> _What you are asked to do_: Every line in the records below with the string "edges" needs to be copied out.

[Collected data entries]
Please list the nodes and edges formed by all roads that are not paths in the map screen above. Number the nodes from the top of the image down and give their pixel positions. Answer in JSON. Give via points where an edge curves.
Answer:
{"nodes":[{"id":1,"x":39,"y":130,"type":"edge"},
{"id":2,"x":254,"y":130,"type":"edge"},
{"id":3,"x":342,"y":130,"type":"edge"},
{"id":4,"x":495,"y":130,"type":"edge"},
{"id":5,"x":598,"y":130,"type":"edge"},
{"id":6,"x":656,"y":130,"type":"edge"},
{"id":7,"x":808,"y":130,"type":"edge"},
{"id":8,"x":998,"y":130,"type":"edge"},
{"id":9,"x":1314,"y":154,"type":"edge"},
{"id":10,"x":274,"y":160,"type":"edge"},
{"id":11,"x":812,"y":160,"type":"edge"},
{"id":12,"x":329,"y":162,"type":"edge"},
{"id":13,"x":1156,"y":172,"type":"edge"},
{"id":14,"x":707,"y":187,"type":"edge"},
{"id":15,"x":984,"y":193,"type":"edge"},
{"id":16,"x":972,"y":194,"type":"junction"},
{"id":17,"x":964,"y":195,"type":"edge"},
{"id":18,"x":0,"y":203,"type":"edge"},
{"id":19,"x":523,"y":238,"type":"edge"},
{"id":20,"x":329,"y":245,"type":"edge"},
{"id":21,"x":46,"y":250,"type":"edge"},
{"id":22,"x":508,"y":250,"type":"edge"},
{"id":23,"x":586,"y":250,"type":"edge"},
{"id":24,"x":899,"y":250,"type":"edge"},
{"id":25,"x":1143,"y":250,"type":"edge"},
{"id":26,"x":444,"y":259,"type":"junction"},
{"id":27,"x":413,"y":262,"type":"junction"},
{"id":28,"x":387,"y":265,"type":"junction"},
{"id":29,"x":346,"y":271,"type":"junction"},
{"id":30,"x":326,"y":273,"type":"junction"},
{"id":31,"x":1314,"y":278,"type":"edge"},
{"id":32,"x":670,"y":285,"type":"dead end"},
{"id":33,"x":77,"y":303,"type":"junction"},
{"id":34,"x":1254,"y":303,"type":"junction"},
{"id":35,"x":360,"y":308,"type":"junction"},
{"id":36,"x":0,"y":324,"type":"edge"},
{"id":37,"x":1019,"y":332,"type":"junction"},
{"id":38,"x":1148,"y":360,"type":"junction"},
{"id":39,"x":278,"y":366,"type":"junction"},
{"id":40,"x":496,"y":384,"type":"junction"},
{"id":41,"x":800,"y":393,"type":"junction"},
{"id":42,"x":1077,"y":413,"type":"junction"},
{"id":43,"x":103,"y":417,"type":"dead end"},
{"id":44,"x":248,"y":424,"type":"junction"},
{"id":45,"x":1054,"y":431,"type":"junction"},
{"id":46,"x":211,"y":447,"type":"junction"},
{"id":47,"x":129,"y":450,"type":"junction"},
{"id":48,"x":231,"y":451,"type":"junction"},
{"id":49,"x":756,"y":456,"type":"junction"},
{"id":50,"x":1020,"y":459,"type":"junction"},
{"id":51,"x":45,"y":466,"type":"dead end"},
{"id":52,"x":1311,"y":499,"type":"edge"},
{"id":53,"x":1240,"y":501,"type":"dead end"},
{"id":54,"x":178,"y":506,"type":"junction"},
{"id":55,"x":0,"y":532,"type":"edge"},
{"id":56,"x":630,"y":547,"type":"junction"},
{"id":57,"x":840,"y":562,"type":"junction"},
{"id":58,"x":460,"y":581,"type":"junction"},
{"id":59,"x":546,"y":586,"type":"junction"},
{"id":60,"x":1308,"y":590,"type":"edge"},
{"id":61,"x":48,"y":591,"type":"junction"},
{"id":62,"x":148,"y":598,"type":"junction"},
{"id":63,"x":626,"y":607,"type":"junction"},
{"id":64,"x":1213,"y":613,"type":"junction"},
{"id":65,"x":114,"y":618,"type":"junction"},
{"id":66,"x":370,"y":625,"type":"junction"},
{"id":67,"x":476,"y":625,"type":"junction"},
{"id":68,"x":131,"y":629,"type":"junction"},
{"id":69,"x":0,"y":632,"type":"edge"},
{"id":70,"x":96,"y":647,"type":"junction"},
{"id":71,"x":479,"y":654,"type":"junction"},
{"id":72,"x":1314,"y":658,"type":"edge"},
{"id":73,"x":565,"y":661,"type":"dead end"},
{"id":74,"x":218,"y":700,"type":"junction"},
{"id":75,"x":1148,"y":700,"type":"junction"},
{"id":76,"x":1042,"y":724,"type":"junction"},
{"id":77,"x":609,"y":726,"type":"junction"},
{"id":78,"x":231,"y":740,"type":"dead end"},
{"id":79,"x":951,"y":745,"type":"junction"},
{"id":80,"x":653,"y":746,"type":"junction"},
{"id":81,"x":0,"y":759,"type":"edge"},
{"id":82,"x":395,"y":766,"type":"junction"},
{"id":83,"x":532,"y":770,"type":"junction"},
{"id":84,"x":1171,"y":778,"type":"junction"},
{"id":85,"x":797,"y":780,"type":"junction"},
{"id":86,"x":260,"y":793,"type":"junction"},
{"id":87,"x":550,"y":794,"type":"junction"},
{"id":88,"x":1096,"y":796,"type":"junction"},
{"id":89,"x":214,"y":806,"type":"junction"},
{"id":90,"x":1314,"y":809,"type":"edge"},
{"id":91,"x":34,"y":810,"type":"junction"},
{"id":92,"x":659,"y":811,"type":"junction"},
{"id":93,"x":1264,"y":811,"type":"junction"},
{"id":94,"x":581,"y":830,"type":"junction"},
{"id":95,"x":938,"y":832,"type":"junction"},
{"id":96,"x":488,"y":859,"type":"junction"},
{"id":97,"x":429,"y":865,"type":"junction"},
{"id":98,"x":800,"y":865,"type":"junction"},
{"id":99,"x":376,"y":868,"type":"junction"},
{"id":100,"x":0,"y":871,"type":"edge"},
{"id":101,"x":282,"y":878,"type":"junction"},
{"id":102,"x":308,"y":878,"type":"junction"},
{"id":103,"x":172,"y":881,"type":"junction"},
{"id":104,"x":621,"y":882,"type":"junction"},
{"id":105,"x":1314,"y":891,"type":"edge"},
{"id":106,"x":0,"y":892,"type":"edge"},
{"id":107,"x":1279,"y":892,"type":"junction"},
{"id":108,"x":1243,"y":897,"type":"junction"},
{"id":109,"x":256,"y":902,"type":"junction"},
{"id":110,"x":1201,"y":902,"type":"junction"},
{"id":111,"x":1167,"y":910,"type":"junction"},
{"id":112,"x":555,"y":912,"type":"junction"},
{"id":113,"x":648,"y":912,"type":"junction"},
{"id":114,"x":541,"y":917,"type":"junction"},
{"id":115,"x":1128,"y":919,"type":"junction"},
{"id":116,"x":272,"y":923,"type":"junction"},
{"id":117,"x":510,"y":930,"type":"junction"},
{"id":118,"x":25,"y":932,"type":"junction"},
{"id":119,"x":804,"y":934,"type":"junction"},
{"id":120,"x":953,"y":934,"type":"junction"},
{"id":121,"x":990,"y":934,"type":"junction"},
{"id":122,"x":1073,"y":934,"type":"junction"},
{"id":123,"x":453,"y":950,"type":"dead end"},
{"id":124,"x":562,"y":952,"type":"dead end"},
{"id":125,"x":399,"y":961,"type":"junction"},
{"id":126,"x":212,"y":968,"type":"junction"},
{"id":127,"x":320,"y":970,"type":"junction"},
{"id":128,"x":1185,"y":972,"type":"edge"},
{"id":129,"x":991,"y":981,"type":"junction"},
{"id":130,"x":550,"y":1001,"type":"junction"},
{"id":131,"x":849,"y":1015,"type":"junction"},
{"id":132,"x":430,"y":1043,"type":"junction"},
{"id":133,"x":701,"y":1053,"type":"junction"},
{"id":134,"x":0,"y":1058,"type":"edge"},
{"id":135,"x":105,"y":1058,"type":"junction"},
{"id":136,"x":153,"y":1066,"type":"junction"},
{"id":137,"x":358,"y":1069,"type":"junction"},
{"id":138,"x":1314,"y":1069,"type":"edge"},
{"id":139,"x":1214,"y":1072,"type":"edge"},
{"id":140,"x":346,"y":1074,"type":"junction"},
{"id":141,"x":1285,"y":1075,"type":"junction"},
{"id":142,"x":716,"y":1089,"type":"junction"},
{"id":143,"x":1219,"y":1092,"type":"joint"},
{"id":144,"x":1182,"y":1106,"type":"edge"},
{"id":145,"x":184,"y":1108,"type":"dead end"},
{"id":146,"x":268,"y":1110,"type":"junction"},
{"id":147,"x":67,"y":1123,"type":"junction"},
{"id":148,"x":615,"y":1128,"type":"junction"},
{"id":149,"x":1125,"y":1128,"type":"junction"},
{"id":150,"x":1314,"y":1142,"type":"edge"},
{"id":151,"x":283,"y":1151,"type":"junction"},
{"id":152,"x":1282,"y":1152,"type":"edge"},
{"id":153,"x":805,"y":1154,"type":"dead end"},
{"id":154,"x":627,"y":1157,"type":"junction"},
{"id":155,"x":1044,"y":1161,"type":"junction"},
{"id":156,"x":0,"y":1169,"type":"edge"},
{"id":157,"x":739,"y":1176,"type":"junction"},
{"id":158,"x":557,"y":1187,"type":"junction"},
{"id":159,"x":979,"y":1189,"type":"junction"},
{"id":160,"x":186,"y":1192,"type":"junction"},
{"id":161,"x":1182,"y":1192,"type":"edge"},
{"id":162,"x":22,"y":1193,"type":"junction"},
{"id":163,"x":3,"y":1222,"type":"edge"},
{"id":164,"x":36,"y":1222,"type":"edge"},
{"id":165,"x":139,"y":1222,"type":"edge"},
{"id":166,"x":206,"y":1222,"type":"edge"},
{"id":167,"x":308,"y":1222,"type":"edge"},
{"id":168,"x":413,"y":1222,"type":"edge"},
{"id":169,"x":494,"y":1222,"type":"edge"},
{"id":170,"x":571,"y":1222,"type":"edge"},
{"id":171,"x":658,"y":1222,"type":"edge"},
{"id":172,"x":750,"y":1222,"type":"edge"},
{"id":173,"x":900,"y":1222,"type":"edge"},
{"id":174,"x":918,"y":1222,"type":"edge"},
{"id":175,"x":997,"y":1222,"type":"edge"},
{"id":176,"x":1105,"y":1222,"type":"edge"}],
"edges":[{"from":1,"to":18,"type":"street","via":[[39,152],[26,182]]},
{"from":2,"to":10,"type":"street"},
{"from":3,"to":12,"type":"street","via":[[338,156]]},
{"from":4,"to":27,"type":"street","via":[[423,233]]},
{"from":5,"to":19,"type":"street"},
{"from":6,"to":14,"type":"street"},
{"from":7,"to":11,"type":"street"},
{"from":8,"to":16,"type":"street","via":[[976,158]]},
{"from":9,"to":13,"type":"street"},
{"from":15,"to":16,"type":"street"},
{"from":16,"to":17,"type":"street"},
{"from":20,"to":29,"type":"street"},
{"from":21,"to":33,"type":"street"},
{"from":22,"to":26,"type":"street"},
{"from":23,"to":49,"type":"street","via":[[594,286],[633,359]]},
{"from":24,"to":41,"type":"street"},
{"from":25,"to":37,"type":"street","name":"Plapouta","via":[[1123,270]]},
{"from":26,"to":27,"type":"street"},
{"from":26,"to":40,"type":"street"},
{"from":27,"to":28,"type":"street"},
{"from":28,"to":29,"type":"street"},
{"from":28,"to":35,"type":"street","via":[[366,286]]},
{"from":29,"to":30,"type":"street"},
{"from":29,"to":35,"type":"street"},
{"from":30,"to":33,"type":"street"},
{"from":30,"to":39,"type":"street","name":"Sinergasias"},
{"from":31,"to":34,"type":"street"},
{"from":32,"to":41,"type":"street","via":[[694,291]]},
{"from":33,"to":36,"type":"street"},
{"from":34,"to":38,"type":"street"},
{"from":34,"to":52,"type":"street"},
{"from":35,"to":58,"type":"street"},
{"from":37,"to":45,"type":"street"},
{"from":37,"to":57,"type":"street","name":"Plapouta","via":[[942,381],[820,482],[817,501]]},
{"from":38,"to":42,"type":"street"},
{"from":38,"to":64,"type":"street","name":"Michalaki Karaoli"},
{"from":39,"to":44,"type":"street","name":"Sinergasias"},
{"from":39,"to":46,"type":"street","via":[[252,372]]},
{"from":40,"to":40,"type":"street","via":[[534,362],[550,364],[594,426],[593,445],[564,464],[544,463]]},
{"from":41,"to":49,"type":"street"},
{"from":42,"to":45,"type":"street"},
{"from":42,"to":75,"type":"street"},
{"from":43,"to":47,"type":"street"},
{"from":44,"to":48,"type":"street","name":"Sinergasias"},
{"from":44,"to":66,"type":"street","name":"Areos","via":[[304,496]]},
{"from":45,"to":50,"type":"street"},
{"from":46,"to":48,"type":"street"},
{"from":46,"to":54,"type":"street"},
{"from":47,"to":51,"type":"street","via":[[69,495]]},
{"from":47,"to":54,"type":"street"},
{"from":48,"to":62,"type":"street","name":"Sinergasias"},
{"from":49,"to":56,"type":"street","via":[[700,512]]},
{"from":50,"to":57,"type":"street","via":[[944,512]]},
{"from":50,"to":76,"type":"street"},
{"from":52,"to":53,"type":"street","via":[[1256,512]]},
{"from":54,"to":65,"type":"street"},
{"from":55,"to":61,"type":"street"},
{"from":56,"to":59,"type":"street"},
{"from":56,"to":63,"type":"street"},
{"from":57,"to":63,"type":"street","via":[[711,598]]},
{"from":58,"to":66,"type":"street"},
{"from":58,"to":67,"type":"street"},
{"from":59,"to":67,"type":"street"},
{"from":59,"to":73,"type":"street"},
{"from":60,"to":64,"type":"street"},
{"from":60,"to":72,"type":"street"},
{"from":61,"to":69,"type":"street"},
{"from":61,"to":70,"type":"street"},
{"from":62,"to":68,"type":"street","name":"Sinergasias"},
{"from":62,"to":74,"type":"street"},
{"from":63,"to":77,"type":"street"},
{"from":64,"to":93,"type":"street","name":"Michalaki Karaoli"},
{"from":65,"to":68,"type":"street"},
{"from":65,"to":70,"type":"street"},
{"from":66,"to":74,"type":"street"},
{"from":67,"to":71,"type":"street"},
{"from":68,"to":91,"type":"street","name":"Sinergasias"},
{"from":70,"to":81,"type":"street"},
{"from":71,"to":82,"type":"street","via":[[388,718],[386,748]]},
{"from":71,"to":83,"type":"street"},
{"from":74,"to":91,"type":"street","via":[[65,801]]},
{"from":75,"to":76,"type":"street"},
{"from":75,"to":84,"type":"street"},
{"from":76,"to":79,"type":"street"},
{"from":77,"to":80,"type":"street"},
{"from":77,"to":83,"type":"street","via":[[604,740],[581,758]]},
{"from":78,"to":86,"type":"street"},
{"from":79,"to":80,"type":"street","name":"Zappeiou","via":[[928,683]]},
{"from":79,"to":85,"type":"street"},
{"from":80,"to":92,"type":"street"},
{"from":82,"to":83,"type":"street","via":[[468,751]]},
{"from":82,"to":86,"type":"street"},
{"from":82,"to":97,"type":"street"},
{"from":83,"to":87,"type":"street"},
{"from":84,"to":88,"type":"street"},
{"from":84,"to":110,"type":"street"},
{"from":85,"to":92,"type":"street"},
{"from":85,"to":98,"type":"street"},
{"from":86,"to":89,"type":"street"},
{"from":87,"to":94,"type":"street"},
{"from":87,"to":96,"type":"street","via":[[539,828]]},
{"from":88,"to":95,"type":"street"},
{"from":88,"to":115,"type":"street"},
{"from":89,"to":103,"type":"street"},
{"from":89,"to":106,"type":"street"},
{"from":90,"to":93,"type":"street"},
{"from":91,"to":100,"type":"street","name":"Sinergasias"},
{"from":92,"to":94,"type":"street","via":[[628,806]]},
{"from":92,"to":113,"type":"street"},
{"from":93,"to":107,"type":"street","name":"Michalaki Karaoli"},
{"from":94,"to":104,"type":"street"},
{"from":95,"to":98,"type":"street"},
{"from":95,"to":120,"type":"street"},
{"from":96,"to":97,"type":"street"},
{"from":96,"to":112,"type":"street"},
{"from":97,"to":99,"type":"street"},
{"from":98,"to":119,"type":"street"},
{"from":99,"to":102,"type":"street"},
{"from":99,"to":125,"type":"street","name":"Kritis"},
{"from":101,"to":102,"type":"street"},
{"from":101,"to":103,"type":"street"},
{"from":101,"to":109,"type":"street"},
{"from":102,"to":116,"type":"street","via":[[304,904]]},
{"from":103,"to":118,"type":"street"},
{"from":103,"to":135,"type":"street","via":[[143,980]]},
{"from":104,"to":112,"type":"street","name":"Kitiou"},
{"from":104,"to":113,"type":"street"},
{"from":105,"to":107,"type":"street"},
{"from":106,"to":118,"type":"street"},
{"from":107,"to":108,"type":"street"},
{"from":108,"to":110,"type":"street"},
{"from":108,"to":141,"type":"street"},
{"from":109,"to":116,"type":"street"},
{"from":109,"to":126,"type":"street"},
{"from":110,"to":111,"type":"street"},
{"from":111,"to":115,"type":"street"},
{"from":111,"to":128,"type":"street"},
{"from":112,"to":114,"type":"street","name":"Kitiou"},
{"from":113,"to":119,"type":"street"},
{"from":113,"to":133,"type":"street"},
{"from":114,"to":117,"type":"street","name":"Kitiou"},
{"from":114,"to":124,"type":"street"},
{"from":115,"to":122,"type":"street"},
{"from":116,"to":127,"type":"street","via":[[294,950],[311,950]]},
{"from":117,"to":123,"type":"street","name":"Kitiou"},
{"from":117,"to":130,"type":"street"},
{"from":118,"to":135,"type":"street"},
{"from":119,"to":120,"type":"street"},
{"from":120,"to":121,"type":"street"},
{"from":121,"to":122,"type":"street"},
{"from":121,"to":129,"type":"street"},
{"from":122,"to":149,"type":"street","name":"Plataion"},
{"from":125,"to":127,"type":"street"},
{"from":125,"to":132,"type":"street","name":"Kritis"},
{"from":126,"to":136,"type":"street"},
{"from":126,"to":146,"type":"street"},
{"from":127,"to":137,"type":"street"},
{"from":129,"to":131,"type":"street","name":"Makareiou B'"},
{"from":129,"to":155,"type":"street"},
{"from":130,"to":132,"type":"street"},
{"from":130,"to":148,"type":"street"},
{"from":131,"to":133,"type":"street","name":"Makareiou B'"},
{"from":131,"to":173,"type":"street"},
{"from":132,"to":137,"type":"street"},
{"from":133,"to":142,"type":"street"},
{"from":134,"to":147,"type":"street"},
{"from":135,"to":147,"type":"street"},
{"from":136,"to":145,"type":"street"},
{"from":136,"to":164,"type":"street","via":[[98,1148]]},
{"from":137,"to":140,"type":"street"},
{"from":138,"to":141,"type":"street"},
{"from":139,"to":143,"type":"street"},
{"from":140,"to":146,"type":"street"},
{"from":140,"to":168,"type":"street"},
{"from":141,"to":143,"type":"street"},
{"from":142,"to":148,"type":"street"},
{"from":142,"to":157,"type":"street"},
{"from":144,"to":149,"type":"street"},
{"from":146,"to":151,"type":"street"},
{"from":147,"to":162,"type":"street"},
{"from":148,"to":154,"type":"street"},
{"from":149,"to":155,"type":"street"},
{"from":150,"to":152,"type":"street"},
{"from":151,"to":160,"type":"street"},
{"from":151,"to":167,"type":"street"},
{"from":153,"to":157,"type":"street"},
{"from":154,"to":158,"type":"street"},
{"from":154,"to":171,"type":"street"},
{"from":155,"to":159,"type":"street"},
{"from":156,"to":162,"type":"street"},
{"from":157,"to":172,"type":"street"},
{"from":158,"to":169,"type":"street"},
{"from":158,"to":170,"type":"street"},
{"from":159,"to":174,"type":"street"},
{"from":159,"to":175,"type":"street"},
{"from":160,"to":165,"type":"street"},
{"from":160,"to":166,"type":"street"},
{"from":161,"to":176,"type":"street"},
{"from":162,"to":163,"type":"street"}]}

> _Response_:
Please list the nodes and edges formed by all roads that are not paths in the map screen above. Number the nodes from the top of the image down and give their pixel positions. Answer in JSON. Give via points where an edge curves.
"edges":[{"from":1,"to":18,"type":"street","via":[[39,152],[26,182]]},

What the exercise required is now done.